=== Section Start ===

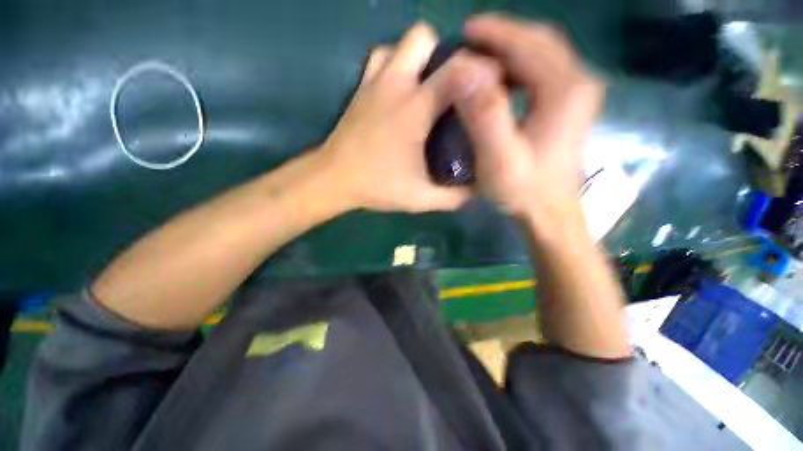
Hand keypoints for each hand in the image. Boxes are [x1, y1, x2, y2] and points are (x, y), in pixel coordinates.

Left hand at [318, 23, 499, 212]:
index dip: (481, 69)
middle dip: (442, 53)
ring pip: (399, 44)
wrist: (333, 180)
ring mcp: (373, 83)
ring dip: (417, 58)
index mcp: (415, 109)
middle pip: (423, 37)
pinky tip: (400, 92)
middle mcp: (395, 85)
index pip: (458, 69)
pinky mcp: (359, 88)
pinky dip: (394, 65)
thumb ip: (453, 197)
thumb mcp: (421, 199)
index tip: (491, 84)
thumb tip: (477, 191)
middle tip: (452, 87)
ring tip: (427, 88)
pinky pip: (380, 58)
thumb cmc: (377, 187)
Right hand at [454, 15, 605, 226]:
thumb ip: (485, 114)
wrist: (549, 213)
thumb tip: (464, 70)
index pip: (530, 44)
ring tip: (482, 57)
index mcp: (565, 89)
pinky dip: (521, 67)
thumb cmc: (523, 189)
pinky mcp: (570, 107)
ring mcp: (578, 94)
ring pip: (544, 55)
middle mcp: (579, 82)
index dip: (497, 32)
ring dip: (512, 50)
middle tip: (471, 40)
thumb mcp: (499, 157)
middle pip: (541, 42)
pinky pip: (545, 73)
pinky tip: (502, 79)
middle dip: (505, 36)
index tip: (466, 30)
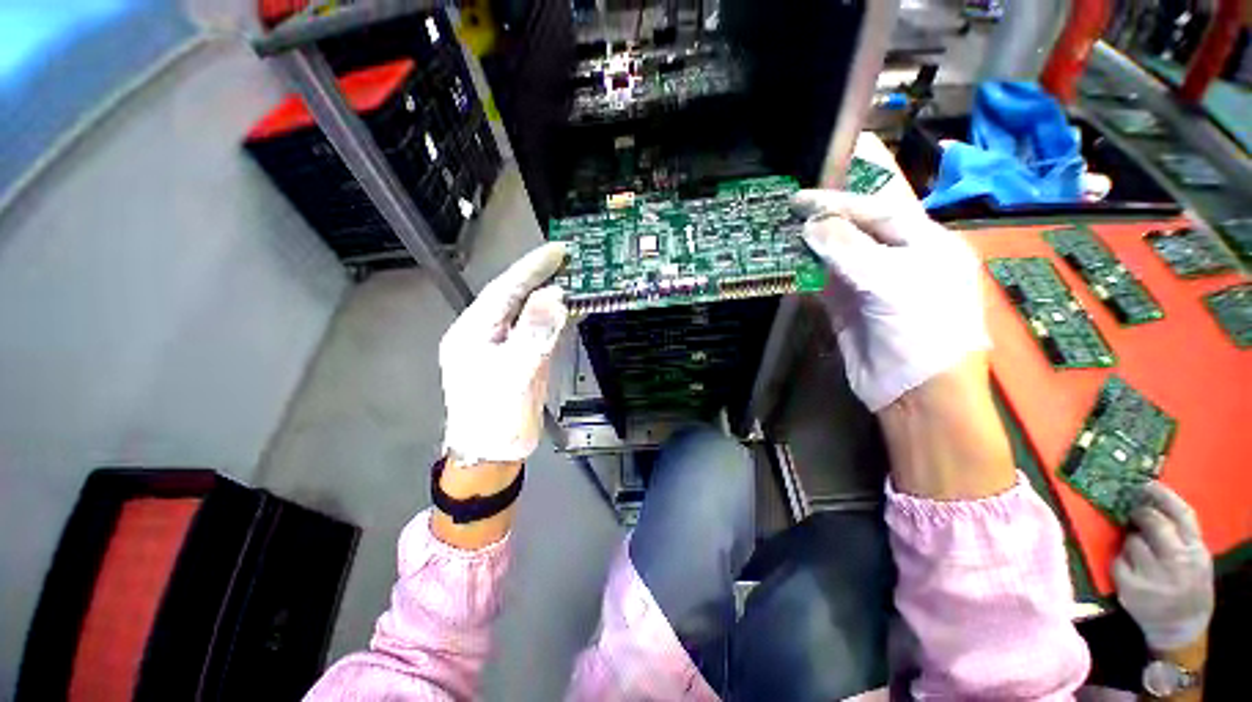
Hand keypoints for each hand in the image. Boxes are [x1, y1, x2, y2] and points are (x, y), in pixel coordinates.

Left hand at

=== Section End ===

Pictures are not part of the copy; reproduce exactly and only the lines from the line containing "middle mcp: (579, 82)" through the end of the listing.

middle mcp: (579, 82)
index dip: (497, 32)
ring dip: (512, 50)
middle tip: (471, 40)
thumb mcp: (499, 157)
middle pip: (541, 42)
pinky pip: (545, 73)
pinky tip: (502, 79)
middle dip: (505, 36)
index tip: (466, 30)
Hand keypoints for each hand in the image. Boxes are [x1, y1, x2, y2] and points are (x, y), in pixel coordinates.

Left hand at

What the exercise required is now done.